Burdening 'Substantial Burdens'
10 Pages Posted: 16 May 2016 Last revised: 26 Jun 2016
Date Written: May 16, 2016
Abstract
In Hobby Lobby v. Burwell, the Supreme Court held that religious believers could establish that their religious exercise was substantially burdened just so long as they – or the corporation they had formed – believed that it was.
This highly deferential stance paved the way for yet another challenge to the contraceptive mandate. In Zubik, religious organizations (ROs) contend that it is not just subsidization of contraception that can make an employer complicit in contraception use. Instead, even filling out a form registering one's objection to the mandate can do so. The government has responded by vigorously arguing that filling out a form cannot reasonably be construed as a substantial burden.

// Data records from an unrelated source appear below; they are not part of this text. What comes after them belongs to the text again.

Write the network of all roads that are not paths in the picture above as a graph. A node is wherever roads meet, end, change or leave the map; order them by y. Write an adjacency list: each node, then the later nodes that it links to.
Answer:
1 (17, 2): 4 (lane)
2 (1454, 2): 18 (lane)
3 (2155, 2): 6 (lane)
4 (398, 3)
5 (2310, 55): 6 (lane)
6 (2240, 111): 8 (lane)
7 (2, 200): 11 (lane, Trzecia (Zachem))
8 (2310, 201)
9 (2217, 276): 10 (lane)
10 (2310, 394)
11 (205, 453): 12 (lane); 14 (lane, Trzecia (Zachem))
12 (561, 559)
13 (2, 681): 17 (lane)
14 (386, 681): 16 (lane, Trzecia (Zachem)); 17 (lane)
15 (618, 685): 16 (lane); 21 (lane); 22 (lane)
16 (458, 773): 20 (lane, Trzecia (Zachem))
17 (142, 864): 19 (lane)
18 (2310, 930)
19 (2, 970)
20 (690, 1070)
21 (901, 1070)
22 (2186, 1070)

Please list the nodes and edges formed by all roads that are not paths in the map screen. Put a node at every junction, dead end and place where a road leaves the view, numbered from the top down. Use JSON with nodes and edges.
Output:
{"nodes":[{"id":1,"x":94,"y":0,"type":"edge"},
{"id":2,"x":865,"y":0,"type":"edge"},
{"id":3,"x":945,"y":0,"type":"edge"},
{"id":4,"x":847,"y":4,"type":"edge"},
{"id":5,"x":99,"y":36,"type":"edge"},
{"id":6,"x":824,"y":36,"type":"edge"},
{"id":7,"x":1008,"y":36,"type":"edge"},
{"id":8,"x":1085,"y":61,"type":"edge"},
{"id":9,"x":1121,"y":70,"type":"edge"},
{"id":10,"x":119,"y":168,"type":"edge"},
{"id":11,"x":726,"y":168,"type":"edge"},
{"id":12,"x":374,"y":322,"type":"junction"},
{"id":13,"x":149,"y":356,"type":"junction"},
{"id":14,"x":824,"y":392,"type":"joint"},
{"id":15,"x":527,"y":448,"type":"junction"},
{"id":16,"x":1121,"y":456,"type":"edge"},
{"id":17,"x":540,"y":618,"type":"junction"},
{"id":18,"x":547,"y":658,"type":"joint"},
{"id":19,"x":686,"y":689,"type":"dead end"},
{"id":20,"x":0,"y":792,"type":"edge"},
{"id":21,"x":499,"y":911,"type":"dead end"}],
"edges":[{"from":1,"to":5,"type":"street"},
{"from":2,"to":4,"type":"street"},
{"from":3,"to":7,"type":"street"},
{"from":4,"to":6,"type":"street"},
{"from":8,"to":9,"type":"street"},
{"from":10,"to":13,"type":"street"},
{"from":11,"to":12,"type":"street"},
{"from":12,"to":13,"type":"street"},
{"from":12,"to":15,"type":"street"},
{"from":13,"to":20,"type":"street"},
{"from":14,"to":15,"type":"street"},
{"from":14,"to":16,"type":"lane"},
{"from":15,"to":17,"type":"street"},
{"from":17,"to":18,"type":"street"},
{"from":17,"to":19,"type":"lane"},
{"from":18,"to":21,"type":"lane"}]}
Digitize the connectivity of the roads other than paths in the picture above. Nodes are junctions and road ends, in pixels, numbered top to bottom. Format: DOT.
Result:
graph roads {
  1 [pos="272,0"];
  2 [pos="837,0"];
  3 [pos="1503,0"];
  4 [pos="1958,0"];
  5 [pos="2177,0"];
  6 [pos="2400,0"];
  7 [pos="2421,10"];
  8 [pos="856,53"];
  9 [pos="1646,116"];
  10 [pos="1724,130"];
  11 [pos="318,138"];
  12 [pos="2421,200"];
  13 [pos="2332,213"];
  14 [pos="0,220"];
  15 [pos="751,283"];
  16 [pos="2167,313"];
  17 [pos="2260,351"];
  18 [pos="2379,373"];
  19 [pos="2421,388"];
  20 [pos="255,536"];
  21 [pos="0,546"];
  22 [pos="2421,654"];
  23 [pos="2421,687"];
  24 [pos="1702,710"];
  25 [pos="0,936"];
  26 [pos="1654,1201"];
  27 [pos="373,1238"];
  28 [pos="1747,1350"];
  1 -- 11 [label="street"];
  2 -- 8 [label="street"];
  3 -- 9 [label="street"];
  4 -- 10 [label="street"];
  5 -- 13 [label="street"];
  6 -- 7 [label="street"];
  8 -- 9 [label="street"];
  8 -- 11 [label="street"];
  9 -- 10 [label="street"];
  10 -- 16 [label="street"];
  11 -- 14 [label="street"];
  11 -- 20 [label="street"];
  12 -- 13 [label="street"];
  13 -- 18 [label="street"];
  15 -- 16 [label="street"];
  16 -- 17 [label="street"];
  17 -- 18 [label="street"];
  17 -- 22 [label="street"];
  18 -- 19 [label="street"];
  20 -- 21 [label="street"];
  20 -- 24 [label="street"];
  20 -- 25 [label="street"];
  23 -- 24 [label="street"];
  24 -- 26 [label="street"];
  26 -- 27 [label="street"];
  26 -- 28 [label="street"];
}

I interrogate the arguments on both sides and find all of them wanting. I nonetheless believe that there is good reason for ROs to contest the existing accommodation process, as it requires that the ROs ratify contraceptive use, in contravention of their religious beliefs. On these grounds, I find that the existing process imposes a substantial burden on religious exercise. But I also take seriously the rationale behind the contraceptive mandate and I conclude by seeking to vindicate women's rights to free contraception in ways that the ROs should find congenial.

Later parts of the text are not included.